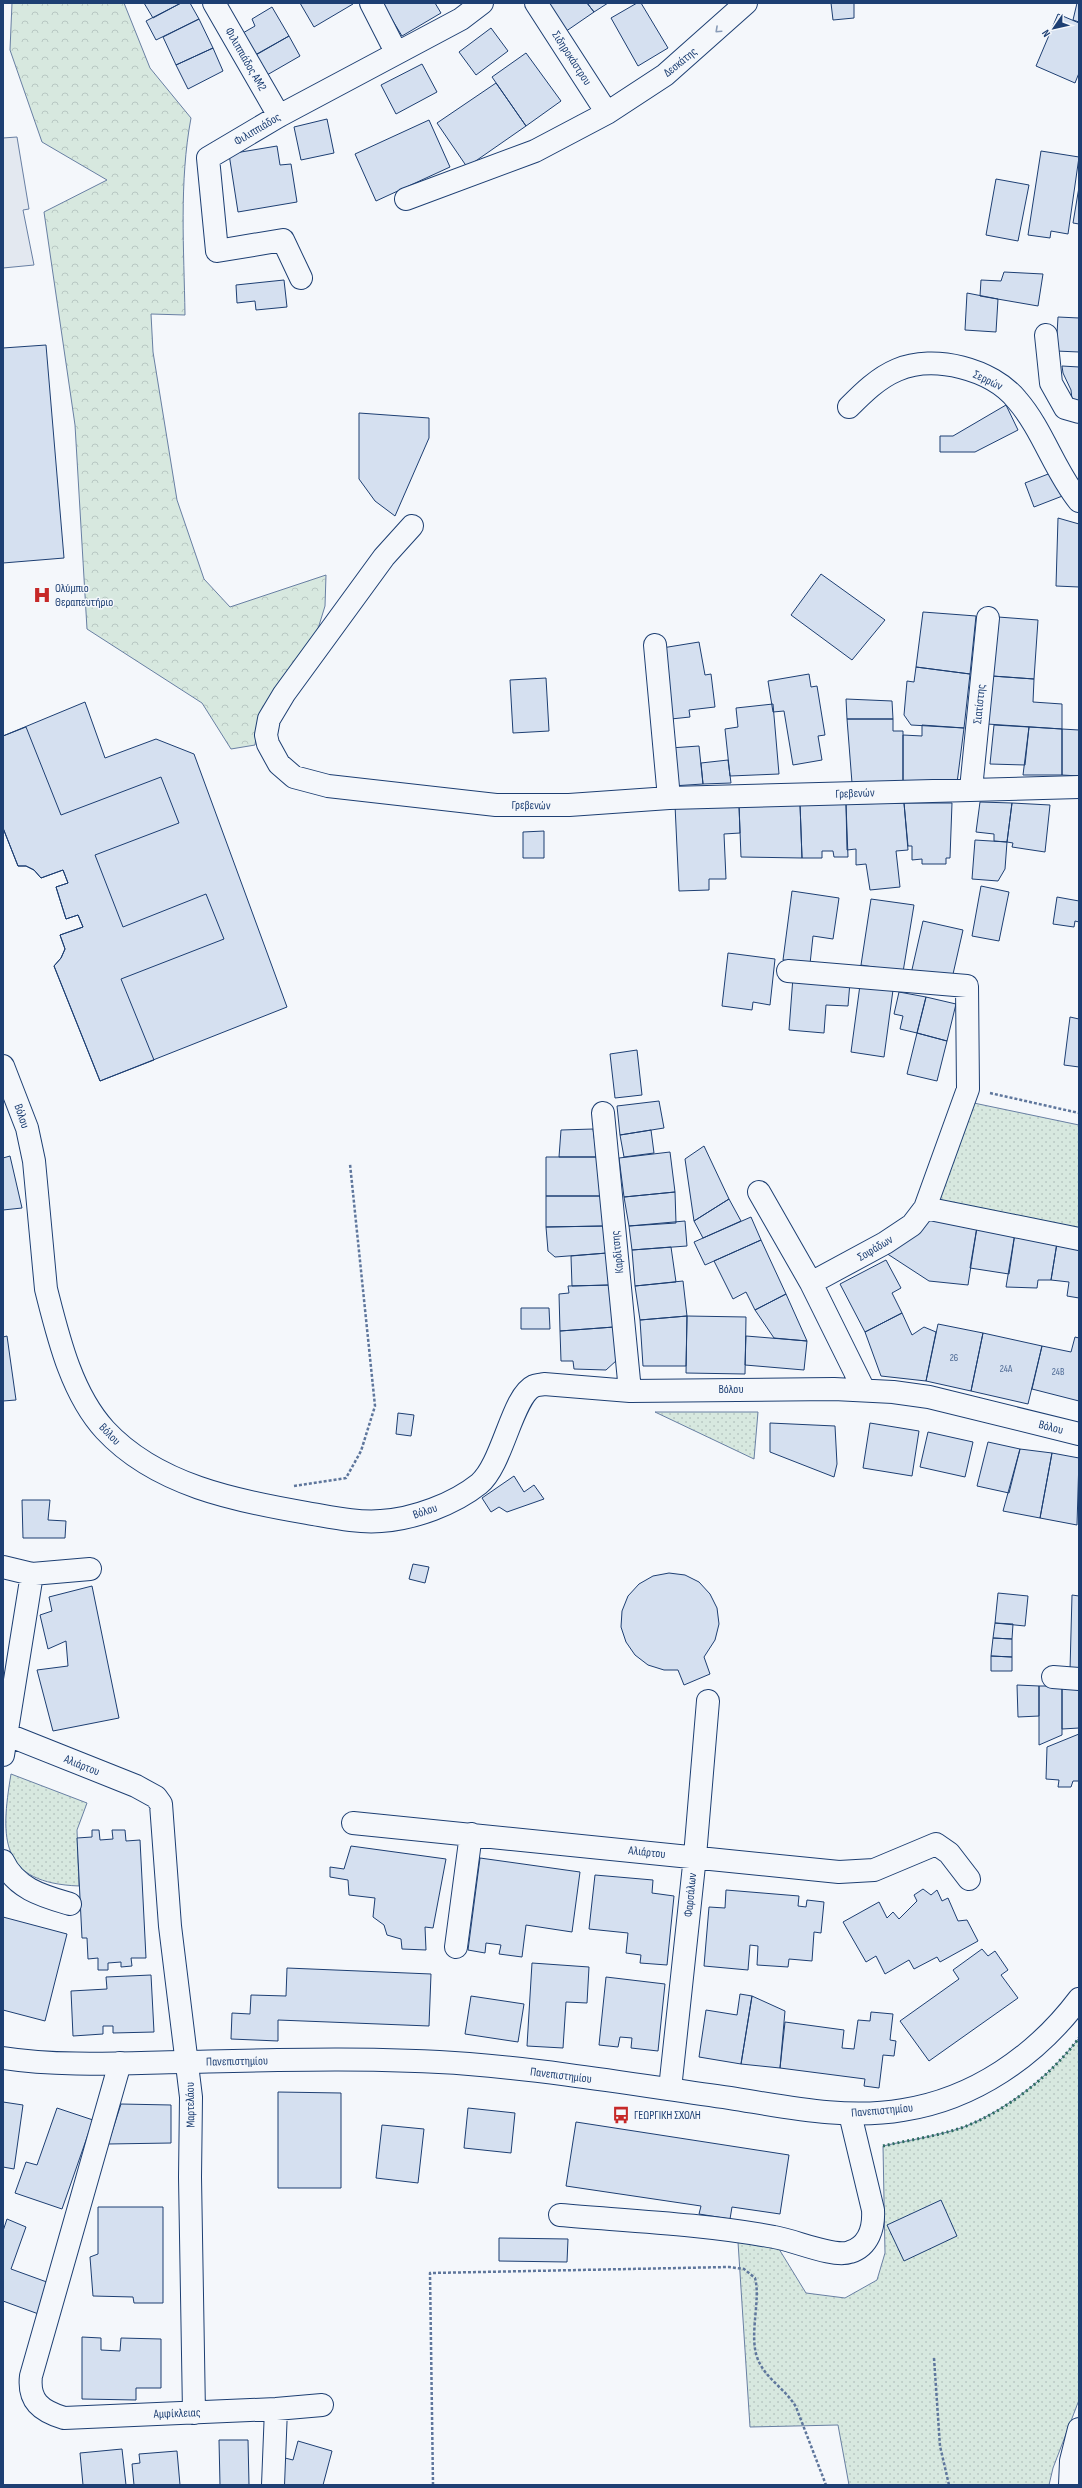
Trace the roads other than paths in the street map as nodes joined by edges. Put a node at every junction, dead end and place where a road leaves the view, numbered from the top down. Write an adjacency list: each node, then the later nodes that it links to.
1 (214, 3): 8 (street, Φιλιππιάδος ΑΜ2)
2 (371, 3): 6 (street)
3 (482, 3): 6 (street, Φιλιππιάδος)
4 (536, 3): 7 (street, Σιδηροκάστρου)
5 (746, 3): 7 (street, Δεσκάτης, one-way to 7)
6 (396, 52): 8 (street, Φιλιππιάδος)
7 (607, 114): 9 (street, Δεσκάτης)
8 (278, 116): 10 (street, Φιλιππιάδος)
9 (406, 199)
10 (301, 278)
11 (1046, 335): 13 (street)
12 (849, 407): 14 (street, Σερρών)
13 (1079, 412)
14 (1079, 501)
15 (412, 526): 20 (street, Γρεβενών)
16 (988, 618): 19 (street, Σιατίστης)
17 (655, 645): 20 (street)
18 (1079, 787): 19 (street, Γρεβενών)
19 (971, 789): 20 (street, Γρεβενών)
20 (669, 798)
21 (788, 971): 25 (street, Σοφάδων)
22 (3, 1066): 29 (street, Βόλου)
23 (603, 1113): 29 (street, Καρδίτσης)
24 (759, 1192): 27 (street)
25 (925, 1208): 26 (street); 27 (street, Σοφάδων)
26 (1079, 1239)
27 (811, 1283): 28 (street)
28 (864, 1390): 29 (street, Βόλου); 30 (street, Βόλου)
29 (630, 1391)
30 (1079, 1434)
31 (3, 1567): 33 (street)
32 (90, 1569): 33 (street)
33 (32, 1574): 37 (street)
34 (1053, 1677): 35 (street)
35 (1079, 1679)
36 (708, 1701): 42 (street, Φαρσάλων)
37 (4, 1733): 38 (street); 39 (street, Αλιάρτου)
38 (3, 1755)
39 (159, 1800): 49 (street, Μαρτελάου)
40 (353, 1822): 41 (street, Αλιάρτου)
41 (471, 1834): 42 (street, Αλιάρτου); 46 (street)
42 (695, 1856): 44 (street, Αλιάρτου); 51 (street, Φαρσάλων)
43 (3, 1861): 45 (street)
44 (969, 1879)
45 (70, 1904)
46 (456, 1947)
47 (1079, 1999): 52 (street, Πανεπιστημίου)
48 (3, 2058): 50 (street, Πανεπιστημίου)
49 (188, 2062): 50 (street, Πανεπιστημίου); 51 (street, Πανεπιστημίου); 56 (street, Μαρτελάου)
50 (120, 2063): 56 (street, Αμφίκλειας)
51 (670, 2089): 52 (street, Πανεπιστημίου)
52 (850, 2114): 53 (street)
53 (560, 2215)
54 (322, 2405): 55 (street, Αμφίκλειας)
55 (276, 2409): 56 (street, Αμφίκλειας); 58 (street)
56 (194, 2413)
57 (1079, 2429): 59 (street)
58 (273, 2485)
59 (1070, 2485)

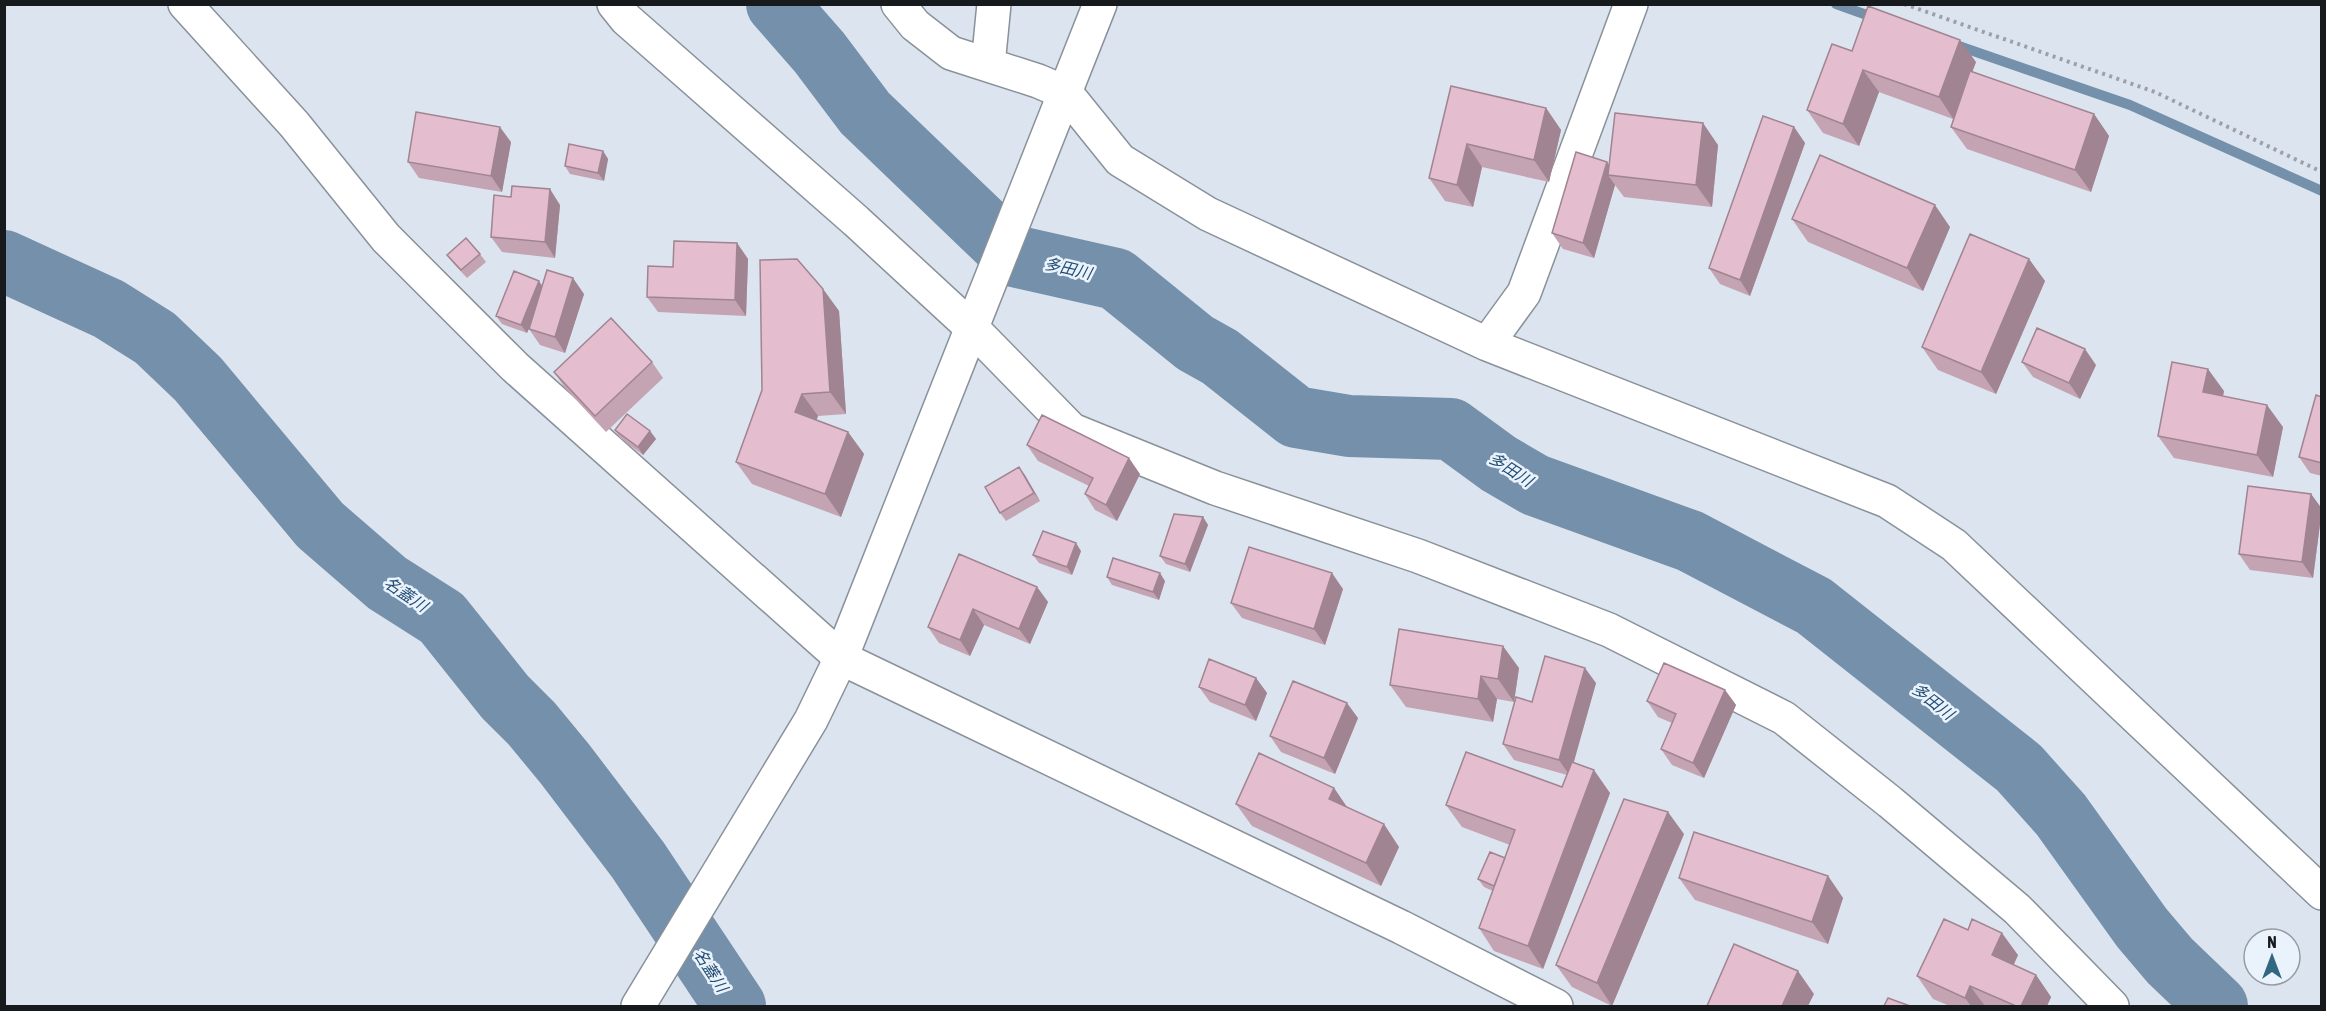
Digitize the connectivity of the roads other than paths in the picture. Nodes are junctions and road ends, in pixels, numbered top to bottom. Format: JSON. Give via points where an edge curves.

Task requirements> Leave out the pictures and give the listing above again exactly.

Result>
Trace the roads other than paths in the street map as nodes joined by edges. Put a node at every junction, dead end and place where a road leaves the view, numbered from the top down. Write an adjacency list: each node, then the later nodes that it links to.
1 (214, 3): 8 (street, Φιλιππιάδος ΑΜ2)
2 (371, 3): 6 (street)
3 (482, 3): 6 (street, Φιλιππιάδος)
4 (536, 3): 7 (street, Σιδηροκάστρου)
5 (746, 3): 7 (street, Δεσκάτης, one-way to 7)
6 (396, 52): 8 (street, Φιλιππιάδος)
7 (607, 114): 9 (street, Δεσκάτης)
8 (278, 116): 10 (street, Φιλιππιάδος)
9 (406, 199)
10 (301, 278)
11 (1046, 335): 13 (street)
12 (849, 407): 14 (street, Σερρών)
13 (1079, 412)
14 (1079, 501)
15 (412, 526): 20 (street, Γρεβενών)
16 (988, 618): 19 (street, Σιατίστης)
17 (655, 645): 20 (street)
18 (1079, 787): 19 (street, Γρεβενών)
19 (971, 789): 20 (street, Γρεβενών)
20 (669, 798)
21 (788, 971): 25 (street, Σοφάδων)
22 (3, 1066): 29 (street, Βόλου)
23 (603, 1113): 29 (street, Καρδίτσης)
24 (759, 1192): 27 (street)
25 (925, 1208): 26 (street); 27 (street, Σοφάδων)
26 (1079, 1239)
27 (811, 1283): 28 (street)
28 (864, 1390): 29 (street, Βόλου); 30 (street, Βόλου)
29 (630, 1391)
30 (1079, 1434)
31 (3, 1567): 33 (street)
32 (90, 1569): 33 (street)
33 (32, 1574): 37 (street)
34 (1053, 1677): 35 (street)
35 (1079, 1679)
36 (708, 1701): 42 (street, Φαρσάλων)
37 (4, 1733): 38 (street); 39 (street, Αλιάρτου)
38 (3, 1755)
39 (159, 1800): 49 (street, Μαρτελάου)
40 (353, 1822): 41 (street, Αλιάρτου)
41 (471, 1834): 42 (street, Αλιάρτου); 46 (street)
42 (695, 1856): 44 (street, Αλιάρτου); 51 (street, Φαρσάλων)
43 (3, 1861): 45 (street)
44 (969, 1879)
45 (70, 1904)
46 (456, 1947)
47 (1079, 1999): 52 (street, Πανεπιστημίου)
48 (3, 2058): 50 (street, Πανεπιστημίου)
49 (188, 2062): 50 (street, Πανεπιστημίου); 51 (street, Πανεπιστημίου); 56 (street, Μαρτελάου)
50 (120, 2063): 56 (street, Αμφίκλειας)
51 (670, 2089): 52 (street, Πανεπιστημίου)
52 (850, 2114): 53 (street)
53 (560, 2215)
54 (322, 2405): 55 (street, Αμφίκλειας)
55 (276, 2409): 56 (street, Αμφίκλειας); 58 (street)
56 (194, 2413)
57 (1079, 2429): 59 (street)
58 (273, 2485)
59 (1070, 2485)

Digitize the connectivity of the roads other than paths in the picture. Nodes are junctions and road ends, in pixels, numbered top to bottom. Format: JSON. Give via points where an edge curves.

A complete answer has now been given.